School's out at last in Massachusetts.  On Saturday, I drove my newly graduated son for several hours to his job  in the White Mountains.   On the way there, while he unselfconsciously  dozed next to me in positions that only teenaged bodies can assume,  I listened to Chris Matthews'  book , Life's A Campaign:  What Politics Has Taught Me About Friendship, Rivalry, Reputation, and Success. The CD set was a gift from a friend.

As we drove through the mountains, I took some notes and, when we got to Chapter Five, I stopped the car. Matthews told a story about a former President, an extraordinary politician. Put aside your views of the guy’s personal conduct for a moment.  [OK, that could take care of five of the last seven Presidents, yes? Who did YOU think of? ] From the book:

Chapter 5:  The Best Gift You Can Give a Stranger is an Audience.

“Many a man would rather you heard his story than granted his request.”    Lord Chesterfield

“Listening, not imitation, may be the sincerest form of flattery.  You want to influence someone, listen to what he says.”  Dr. Joyce Brothers.

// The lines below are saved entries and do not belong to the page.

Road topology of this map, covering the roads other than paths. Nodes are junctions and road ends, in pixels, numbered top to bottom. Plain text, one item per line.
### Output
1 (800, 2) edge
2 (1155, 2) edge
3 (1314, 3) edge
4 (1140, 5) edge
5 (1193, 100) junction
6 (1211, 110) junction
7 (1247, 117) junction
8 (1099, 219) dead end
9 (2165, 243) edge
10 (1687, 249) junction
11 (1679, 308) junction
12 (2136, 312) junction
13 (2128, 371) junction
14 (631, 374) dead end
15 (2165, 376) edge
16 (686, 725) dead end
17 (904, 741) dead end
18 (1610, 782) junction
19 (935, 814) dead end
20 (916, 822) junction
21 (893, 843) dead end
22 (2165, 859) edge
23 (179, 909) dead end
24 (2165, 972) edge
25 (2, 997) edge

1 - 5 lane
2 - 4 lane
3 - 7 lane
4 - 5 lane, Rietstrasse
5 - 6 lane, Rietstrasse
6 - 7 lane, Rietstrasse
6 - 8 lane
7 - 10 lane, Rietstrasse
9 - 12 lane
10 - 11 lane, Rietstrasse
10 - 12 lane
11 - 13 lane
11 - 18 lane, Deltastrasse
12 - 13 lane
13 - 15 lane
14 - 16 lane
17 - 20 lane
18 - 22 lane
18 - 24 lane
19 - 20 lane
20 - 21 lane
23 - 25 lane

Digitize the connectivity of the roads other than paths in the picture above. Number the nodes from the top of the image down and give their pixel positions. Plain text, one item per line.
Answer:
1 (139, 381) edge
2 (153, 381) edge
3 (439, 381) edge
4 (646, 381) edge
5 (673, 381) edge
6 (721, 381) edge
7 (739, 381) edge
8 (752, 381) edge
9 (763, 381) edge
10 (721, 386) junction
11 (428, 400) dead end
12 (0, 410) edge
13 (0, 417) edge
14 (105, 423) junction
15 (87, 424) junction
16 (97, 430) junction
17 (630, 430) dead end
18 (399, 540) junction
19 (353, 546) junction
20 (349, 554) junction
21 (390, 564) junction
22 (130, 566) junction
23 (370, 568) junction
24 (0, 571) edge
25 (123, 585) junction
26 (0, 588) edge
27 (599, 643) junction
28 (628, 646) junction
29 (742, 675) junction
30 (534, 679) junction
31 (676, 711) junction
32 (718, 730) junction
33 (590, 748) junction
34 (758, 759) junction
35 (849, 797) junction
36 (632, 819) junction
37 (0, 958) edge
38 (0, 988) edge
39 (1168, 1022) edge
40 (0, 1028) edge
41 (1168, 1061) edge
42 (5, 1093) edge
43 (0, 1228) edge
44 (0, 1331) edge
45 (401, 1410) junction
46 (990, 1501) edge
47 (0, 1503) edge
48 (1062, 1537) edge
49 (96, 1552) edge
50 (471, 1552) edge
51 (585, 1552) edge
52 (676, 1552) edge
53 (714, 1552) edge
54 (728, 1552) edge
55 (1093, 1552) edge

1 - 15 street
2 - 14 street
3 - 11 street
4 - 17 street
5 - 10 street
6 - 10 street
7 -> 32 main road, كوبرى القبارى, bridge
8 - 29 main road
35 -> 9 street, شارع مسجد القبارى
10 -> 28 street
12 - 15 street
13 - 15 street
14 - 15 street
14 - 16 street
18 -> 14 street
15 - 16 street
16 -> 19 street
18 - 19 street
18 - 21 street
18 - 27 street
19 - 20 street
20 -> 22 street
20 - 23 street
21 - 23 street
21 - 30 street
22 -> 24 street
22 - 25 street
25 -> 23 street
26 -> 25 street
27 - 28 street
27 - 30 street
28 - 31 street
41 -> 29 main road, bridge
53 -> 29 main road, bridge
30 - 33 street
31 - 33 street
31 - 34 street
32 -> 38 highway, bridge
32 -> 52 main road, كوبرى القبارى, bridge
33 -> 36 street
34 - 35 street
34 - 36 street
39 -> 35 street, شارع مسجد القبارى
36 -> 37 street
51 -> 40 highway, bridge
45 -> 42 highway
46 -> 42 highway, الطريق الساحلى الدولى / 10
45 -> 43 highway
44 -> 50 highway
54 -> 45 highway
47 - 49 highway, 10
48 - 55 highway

When he was a [graduate student, he]had a reputation as someone who knew how to connect with girls. A fellow [student]  who was waging a losing battle for the woman of his dreams asked  [him] for advice. “Have you ever thought about listening, ” [he] told him authoritatively…

[The former President] knew and still does that the way to anyone’s heart is to listen to it, to let the other person speak. “To have someone listening to you is flattering, “he told his pal. “If you let them do the talking, they’ll be far more interested in you.”

… As a college student [he] was famous for being able to read the professors. He would wow his classmates by predicting just what questions would be on the exams. That’s because he listened in class, really heard what the professor most cared about….

…Even in the chaos of the campaign, with all hell breaking loose, he could shut out everything but the person he was listening to. This is an extraordinary talent. To be able to truly listen shows respect in ways that all the speeches in the world cannot.

And that all the snappy chatter, pitch books, give-aways, and other sales razzmatazz cannot, either.